## Stored data entries

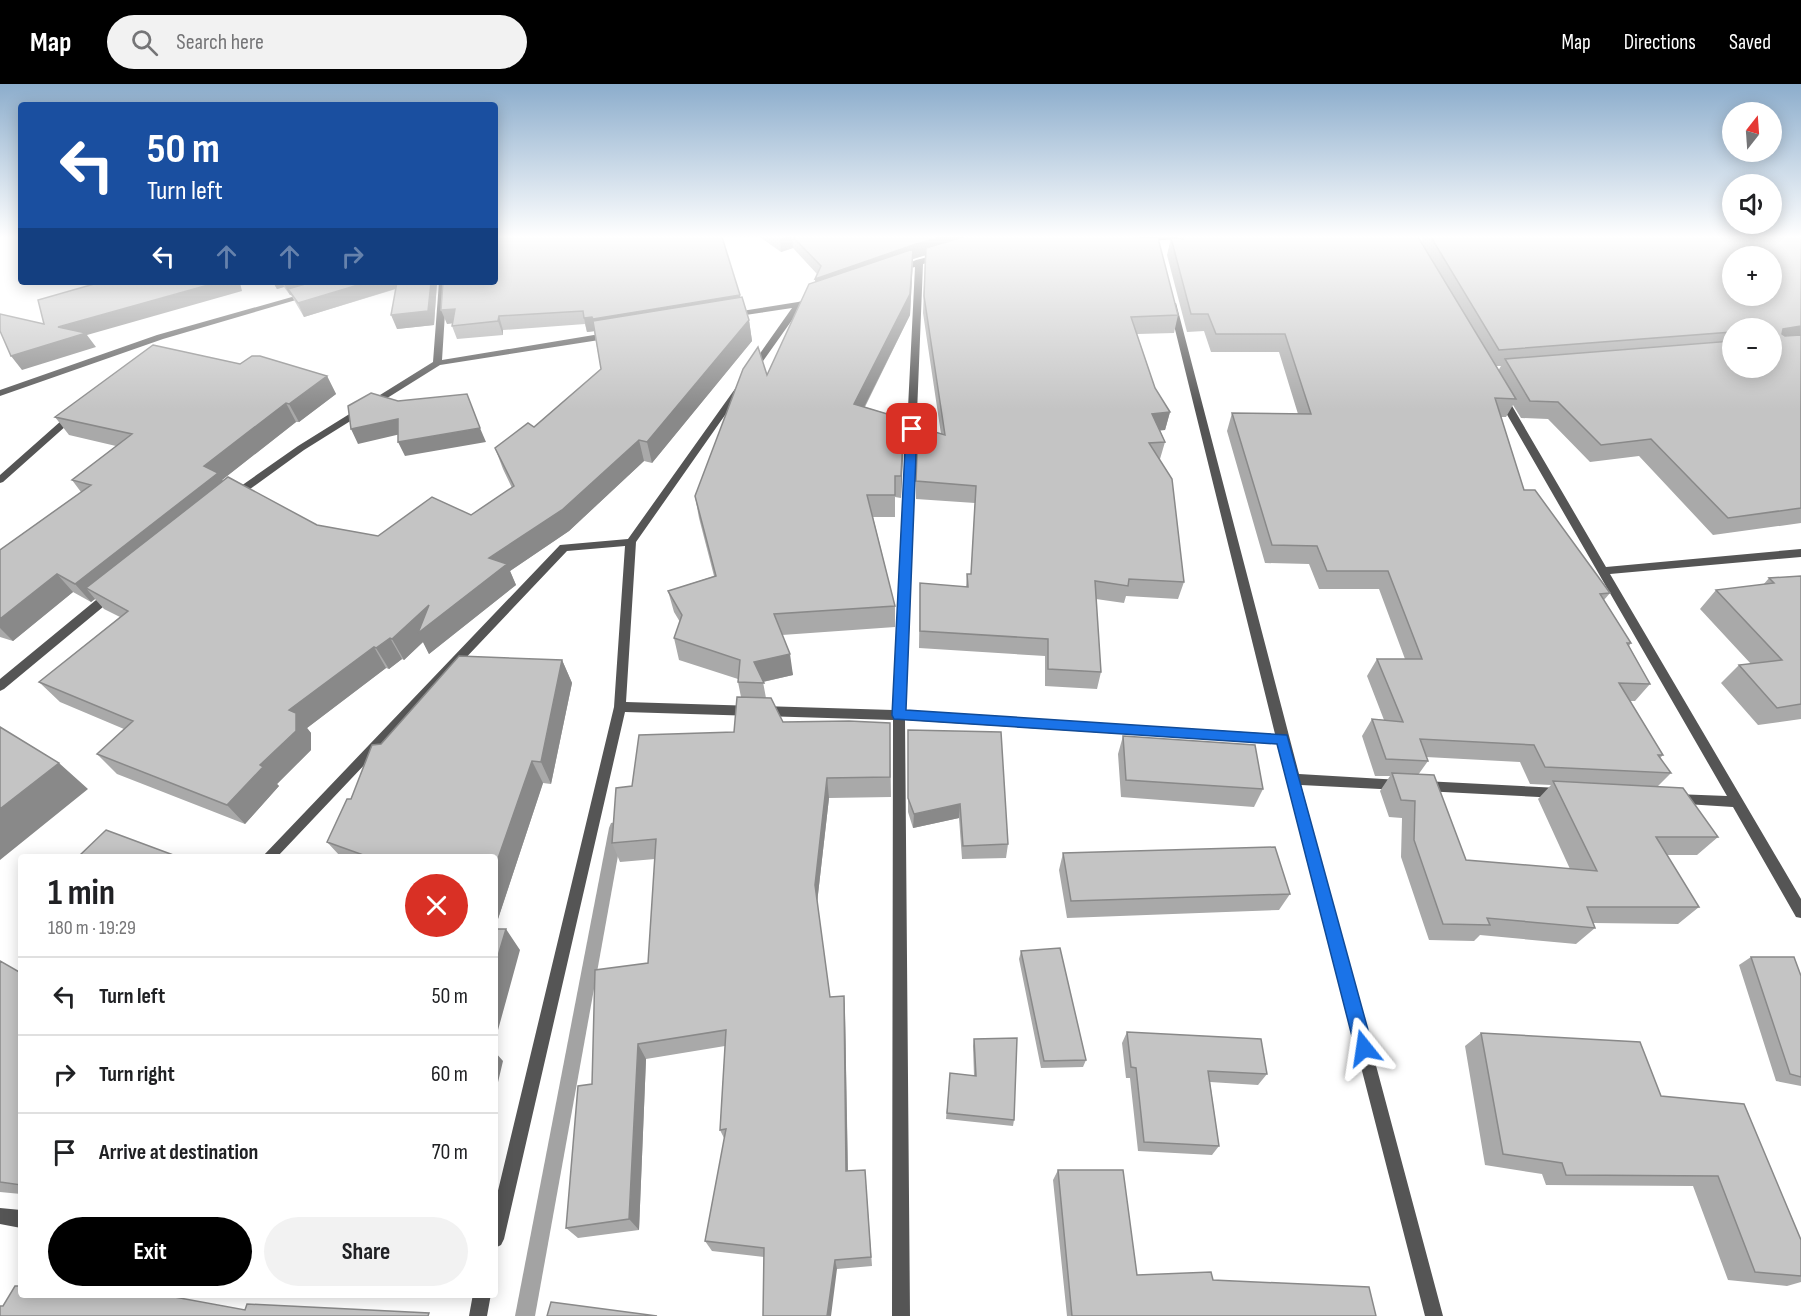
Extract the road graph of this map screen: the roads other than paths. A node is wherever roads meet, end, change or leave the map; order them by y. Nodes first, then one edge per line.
1 (310, 294) edge
2 (442, 294) edge
3 (918, 294) edge
4 (821, 297) edge
5 (1171, 297) edge
6 (799, 304) junction
7 (717, 318) edge
8 (624, 333) edge
9 (160, 337) junction
10 (142, 353) edge
11 (437, 363) junction
12 (1499, 392) edge
13 (0, 393) edge
14 (80, 409) edge
15 (0, 480) edge
16 (228, 500) edge
17 (631, 542) junction
18 (1801, 554) edge
19 (1603, 572) junction
20 (119, 588) edge
21 (0, 686) edge
22 (620, 708) junction
23 (899, 715) junction
24 (1282, 739) junction
25 (1293, 779) junction
26 (1574, 794) edge
27 (1667, 798) edge
28 (1737, 802) junction
29 (272, 854) edge
30 (1800, 909) edge
31 (0, 1216) edge
32 (18, 1219) edge
33 (498, 1226) edge
34 (481, 1298) edge
35 (478, 1316) edge
36 (901, 1316) edge
37 (1434, 1316) edge

1 - 9 street
2 - 11 street
3 - 23 street
4 - 6 street
5 - 24 street
6 - 7 street
6 - 17 street
8 - 11 street
9 - 10 street
9 - 13 street
11 - 16 street
12 - 19 street
14 - 15 street
17 - 22 street
17 - 29 street
18 - 19 street
19 - 28 street
20 - 21 street
22 - 23 street
22 - 33 street
23 - 24 street
23 - 36 street
24 - 25 street
25 - 26 street
25 - 37 street
27 - 28 street
28 - 30 street
31 - 32 street
34 - 35 street

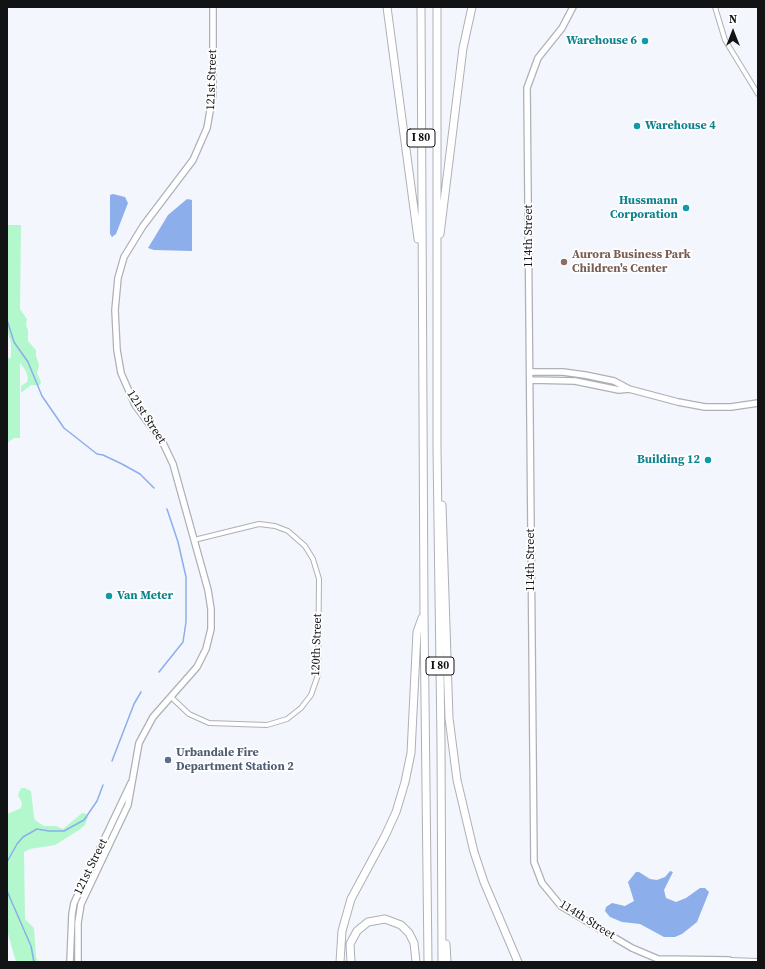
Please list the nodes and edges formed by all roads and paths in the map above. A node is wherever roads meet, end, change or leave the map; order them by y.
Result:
1 (213, 7) edge
2 (387, 7) edge
3 (421, 7) edge
4 (437, 7) edge
5 (472, 7) edge
6 (573, 7) edge
7 (715, 7) edge
8 (758, 94) edge
9 (436, 266) junction
10 (422, 268) junction
11 (530, 372) junction
12 (530, 380) junction
13 (629, 389) junction
14 (758, 403) edge
15 (437, 448) junction
16 (194, 540) junction
17 (424, 612) junction
18 (170, 698) junction
19 (133, 777) junction
20 (441, 884) junction
21 (729, 961) edge
22 (758, 961) edge
23 (70, 962) edge
24 (78, 962) edge
25 (340, 962) edge
26 (351, 962) edge
27 (416, 962) edge
28 (428, 962) edge
29 (442, 962) edge
30 (447, 962) edge
31 (518, 962) edge

1 - 16 street, 121st Street
2 - 10 highway
3 - 10 highway, I 80
4 - 9 highway, I 80
5 - 9 highway
6 - 11 street, 114th Street
7 - 8 street
9 - 15 highway, I 80
10 - 17 highway, I 80
11 - 12 street, 114th Street
11 - 13 street
12 - 13 street
12 - 21 street, 114th Street
13 - 14 street
15 - 20 highway, I 80
15 - 31 highway
16 - 18 street, 121st Street
16 - 18 street, 120th Street
17 - 25 highway
17 - 28 highway, I 80
18 - 19 street, 121st Street
19 - 23 street, 121st Street
19 - 24 street, 121st Street
20 - 29 highway, I 80
20 - 30 highway
21 - 22 street, 114th Street
26 - 27 highway

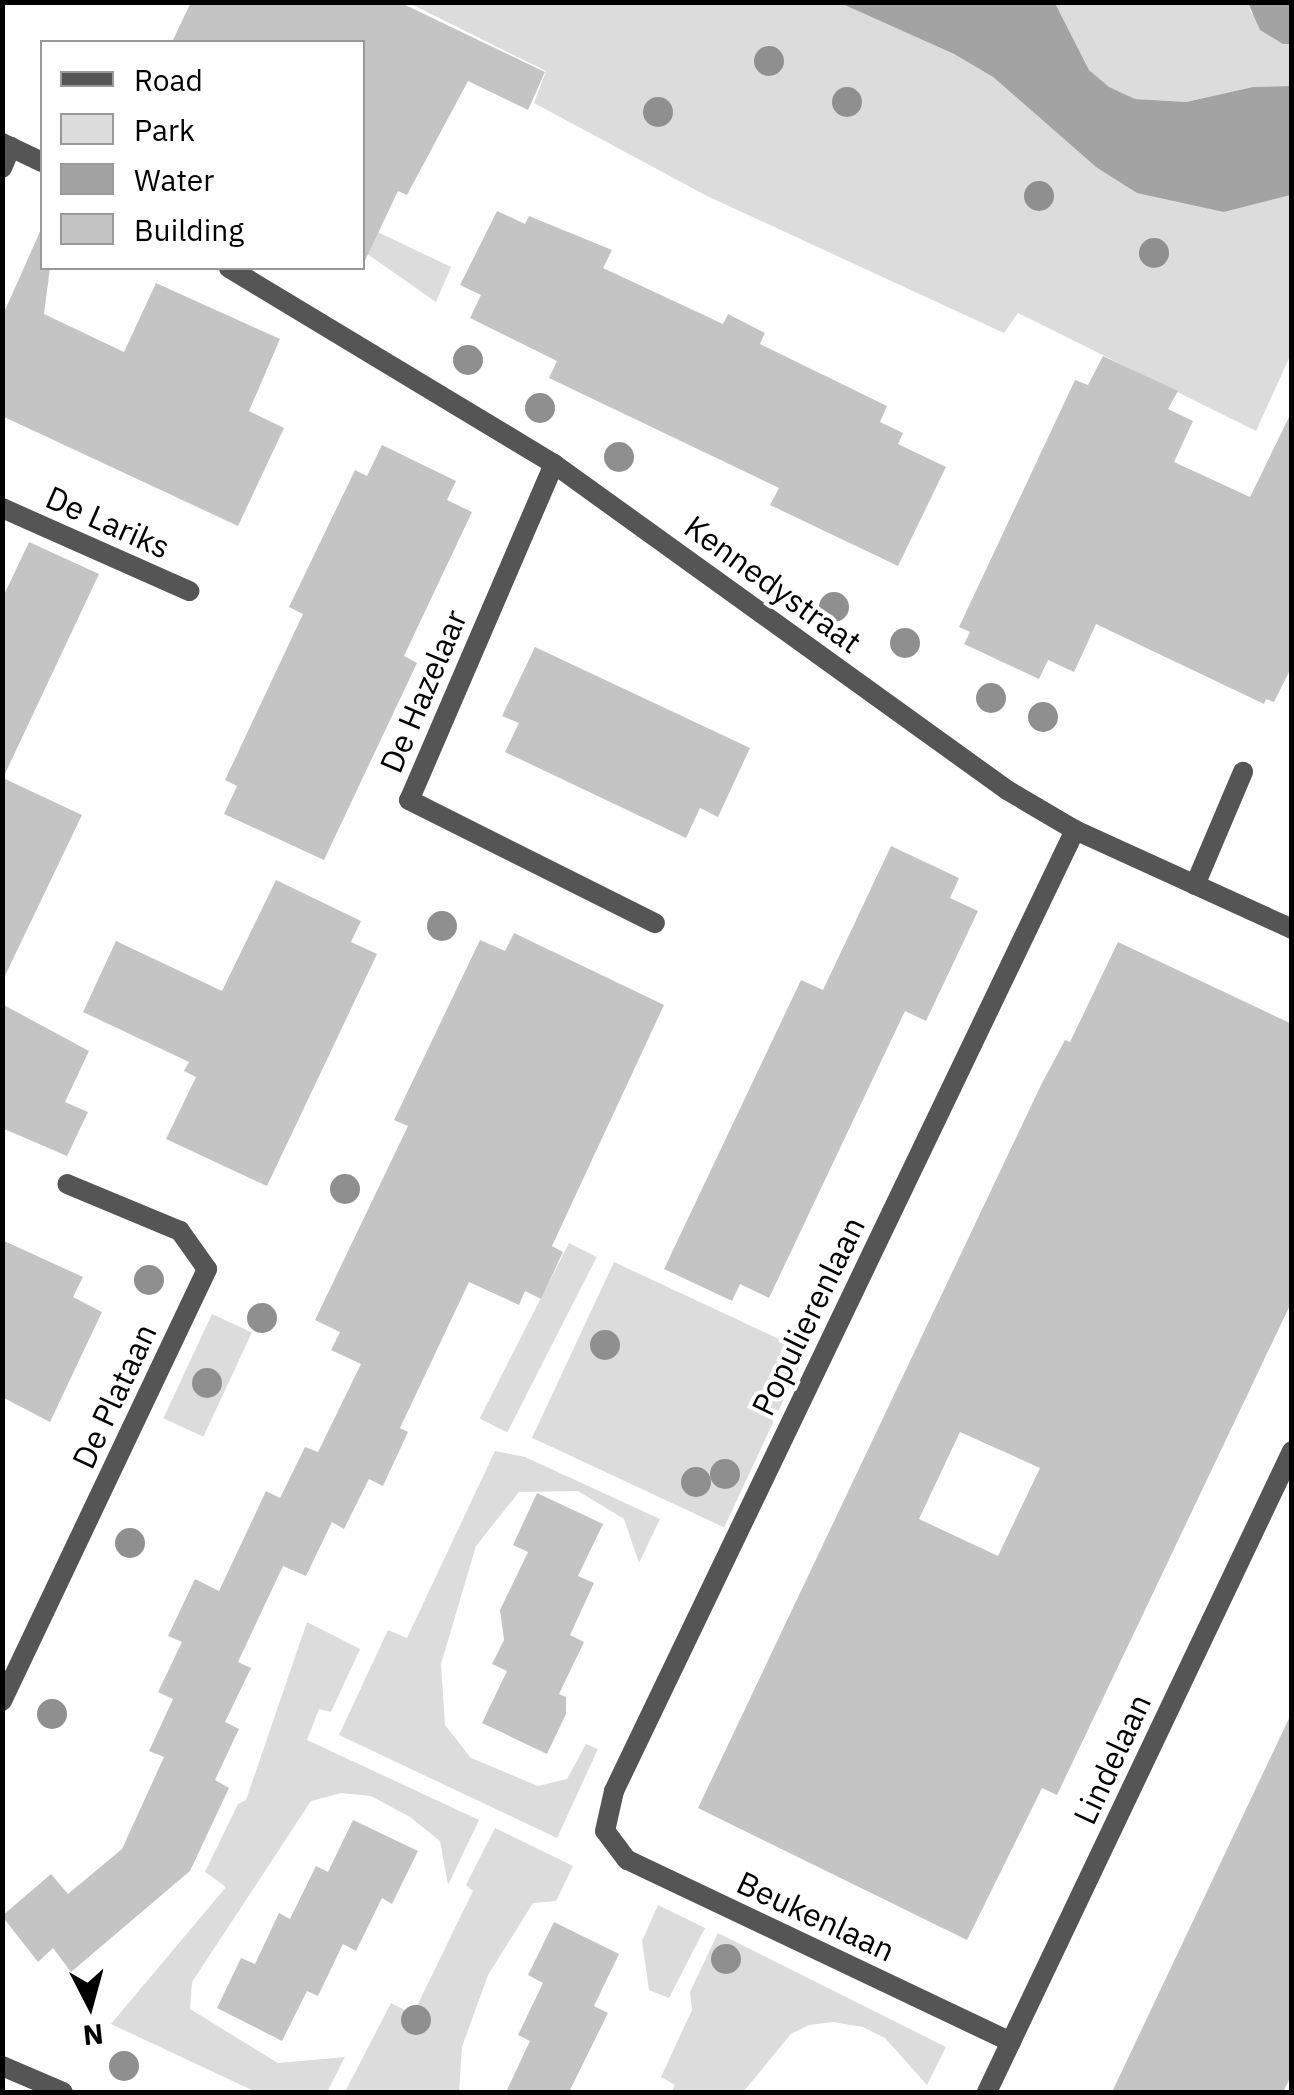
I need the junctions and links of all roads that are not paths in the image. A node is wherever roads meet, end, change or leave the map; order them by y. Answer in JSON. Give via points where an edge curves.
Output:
{"nodes":[{"id":1,"x":7,"y":145,"type":"edge"},
{"id":2,"x":40,"y":161,"type":"edge"},
{"id":3,"x":2,"y":168,"type":"edge"},
{"id":4,"x":232,"y":270,"type":"edge"},
{"id":5,"x":554,"y":464,"type":"junction"},
{"id":6,"x":2,"y":508,"type":"edge"},
{"id":7,"x":189,"y":591,"type":"dead end"},
{"id":8,"x":1243,"y":772,"type":"dead end"},
{"id":9,"x":1075,"y":830,"type":"junction"},
{"id":10,"x":1194,"y":885,"type":"junction"},
{"id":11,"x":655,"y":923,"type":"dead end"},
{"id":12,"x":1292,"y":929,"type":"edge"},
{"id":13,"x":67,"y":1184,"type":"dead end"},
{"id":14,"x":1291,"y":1455,"type":"edge"},
{"id":15,"x":2,"y":1701,"type":"edge"},
{"id":16,"x":606,"y":1831,"type":"joint"},
{"id":17,"x":1011,"y":2042,"type":"junction"},
{"id":18,"x":2,"y":2066,"type":"edge"},
{"id":19,"x":63,"y":2092,"type":"edge"},
{"id":20,"x":987,"y":2092,"type":"edge"}],
"edges":[{"from":1,"to":2,"type":"street"},
{"from":1,"to":3,"type":"street"},
{"from":4,"to":5,"type":"street","name":"Kennedystraat"},
{"from":5,"to":9,"type":"street","name":"Kennedystraat","via":[[1007,790]]},
{"from":5,"to":11,"type":"street","name":"De Hazelaar","via":[[409,800]]},
{"from":6,"to":7,"type":"street","name":"De Lariks"},
{"from":8,"to":10,"type":"street"},
{"from":9,"to":10,"type":"street","name":"Kennedystraat"},
{"from":9,"to":16,"type":"street","name":"Populierenlaan","via":[[614,1790]]},
{"from":10,"to":12,"type":"street","name":"Kennedystraat"},
{"from":13,"to":15,"type":"street","name":"De Plataan","via":[[180,1231],[207,1269]]},
{"from":14,"to":17,"type":"street","name":"Lindelaan"},
{"from":16,"to":17,"type":"street","name":"Beukenlaan","via":[[627,1860]]},
{"from":17,"to":20,"type":"street","name":"Lindelaan"},
{"from":18,"to":19,"type":"street"}]}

## What the task asks
Please write out every entry exactly, but skip the pictures.

## Written reply
Extract the road graph of this map screen: the roads other than paths. A node is wherever roads meet, end, change or leave the map; order them by y. Nodes first, then one edge per line.
1 (310, 294) edge
2 (442, 294) edge
3 (918, 294) edge
4 (821, 297) edge
5 (1171, 297) edge
6 (799, 304) junction
7 (717, 318) edge
8 (624, 333) edge
9 (160, 337) junction
10 (142, 353) edge
11 (437, 363) junction
12 (1499, 392) edge
13 (0, 393) edge
14 (80, 409) edge
15 (0, 480) edge
16 (228, 500) edge
17 (631, 542) junction
18 (1801, 554) edge
19 (1603, 572) junction
20 (119, 588) edge
21 (0, 686) edge
22 (620, 708) junction
23 (899, 715) junction
24 (1282, 739) junction
25 (1293, 779) junction
26 (1574, 794) edge
27 (1667, 798) edge
28 (1737, 802) junction
29 (272, 854) edge
30 (1800, 909) edge
31 (0, 1216) edge
32 (18, 1219) edge
33 (498, 1226) edge
34 (481, 1298) edge
35 (478, 1316) edge
36 (901, 1316) edge
37 (1434, 1316) edge

1 - 9 street
2 - 11 street
3 - 23 street
4 - 6 street
5 - 24 street
6 - 7 street
6 - 17 street
8 - 11 street
9 - 10 street
9 - 13 street
11 - 16 street
12 - 19 street
14 - 15 street
17 - 22 street
17 - 29 street
18 - 19 street
19 - 28 street
20 - 21 street
22 - 23 street
22 - 33 street
23 - 24 street
23 - 36 street
24 - 25 street
25 - 26 street
25 - 37 street
27 - 28 street
28 - 30 street
31 - 32 street
34 - 35 street

Please list the nodes and edges formed by all roads and paths in the map above. A node is wherever roads meet, end, change or leave the map; order them by y.
Result:
1 (213, 7) edge
2 (387, 7) edge
3 (421, 7) edge
4 (437, 7) edge
5 (472, 7) edge
6 (573, 7) edge
7 (715, 7) edge
8 (758, 94) edge
9 (436, 266) junction
10 (422, 268) junction
11 (530, 372) junction
12 (530, 380) junction
13 (629, 389) junction
14 (758, 403) edge
15 (437, 448) junction
16 (194, 540) junction
17 (424, 612) junction
18 (170, 698) junction
19 (133, 777) junction
20 (441, 884) junction
21 (729, 961) edge
22 (758, 961) edge
23 (70, 962) edge
24 (78, 962) edge
25 (340, 962) edge
26 (351, 962) edge
27 (416, 962) edge
28 (428, 962) edge
29 (442, 962) edge
30 (447, 962) edge
31 (518, 962) edge

1 - 16 street, 121st Street
2 - 10 highway
3 - 10 highway, I 80
4 - 9 highway, I 80
5 - 9 highway
6 - 11 street, 114th Street
7 - 8 street
9 - 15 highway, I 80
10 - 17 highway, I 80
11 - 12 street, 114th Street
11 - 13 street
12 - 13 street
12 - 21 street, 114th Street
13 - 14 street
15 - 20 highway, I 80
15 - 31 highway
16 - 18 street, 121st Street
16 - 18 street, 120th Street
17 - 25 highway
17 - 28 highway, I 80
18 - 19 street, 121st Street
19 - 23 street, 121st Street
19 - 24 street, 121st Street
20 - 29 highway, I 80
20 - 30 highway
21 - 22 street, 114th Street
26 - 27 highway

I need the junctions and links of all roads that are not paths in the image. A node is wherever roads meet, end, change or leave the map; order them by y. Answer in JSON. Give via points where an edge curves.
Output:
{"nodes":[{"id":1,"x":7,"y":145,"type":"edge"},
{"id":2,"x":40,"y":161,"type":"edge"},
{"id":3,"x":2,"y":168,"type":"edge"},
{"id":4,"x":232,"y":270,"type":"edge"},
{"id":5,"x":554,"y":464,"type":"junction"},
{"id":6,"x":2,"y":508,"type":"edge"},
{"id":7,"x":189,"y":591,"type":"dead end"},
{"id":8,"x":1243,"y":772,"type":"dead end"},
{"id":9,"x":1075,"y":830,"type":"junction"},
{"id":10,"x":1194,"y":885,"type":"junction"},
{"id":11,"x":655,"y":923,"type":"dead end"},
{"id":12,"x":1292,"y":929,"type":"edge"},
{"id":13,"x":67,"y":1184,"type":"dead end"},
{"id":14,"x":1291,"y":1455,"type":"edge"},
{"id":15,"x":2,"y":1701,"type":"edge"},
{"id":16,"x":606,"y":1831,"type":"joint"},
{"id":17,"x":1011,"y":2042,"type":"junction"},
{"id":18,"x":2,"y":2066,"type":"edge"},
{"id":19,"x":63,"y":2092,"type":"edge"},
{"id":20,"x":987,"y":2092,"type":"edge"}],
"edges":[{"from":1,"to":2,"type":"street"},
{"from":1,"to":3,"type":"street"},
{"from":4,"to":5,"type":"street","name":"Kennedystraat"},
{"from":5,"to":9,"type":"street","name":"Kennedystraat","via":[[1007,790]]},
{"from":5,"to":11,"type":"street","name":"De Hazelaar","via":[[409,800]]},
{"from":6,"to":7,"type":"street","name":"De Lariks"},
{"from":8,"to":10,"type":"street"},
{"from":9,"to":10,"type":"street","name":"Kennedystraat"},
{"from":9,"to":16,"type":"street","name":"Populierenlaan","via":[[614,1790]]},
{"from":10,"to":12,"type":"street","name":"Kennedystraat"},
{"from":13,"to":15,"type":"street","name":"De Plataan","via":[[180,1231],[207,1269]]},
{"from":14,"to":17,"type":"street","name":"Lindelaan"},
{"from":16,"to":17,"type":"street","name":"Beukenlaan","via":[[627,1860]]},
{"from":17,"to":20,"type":"street","name":"Lindelaan"},
{"from":18,"to":19,"type":"street"}]}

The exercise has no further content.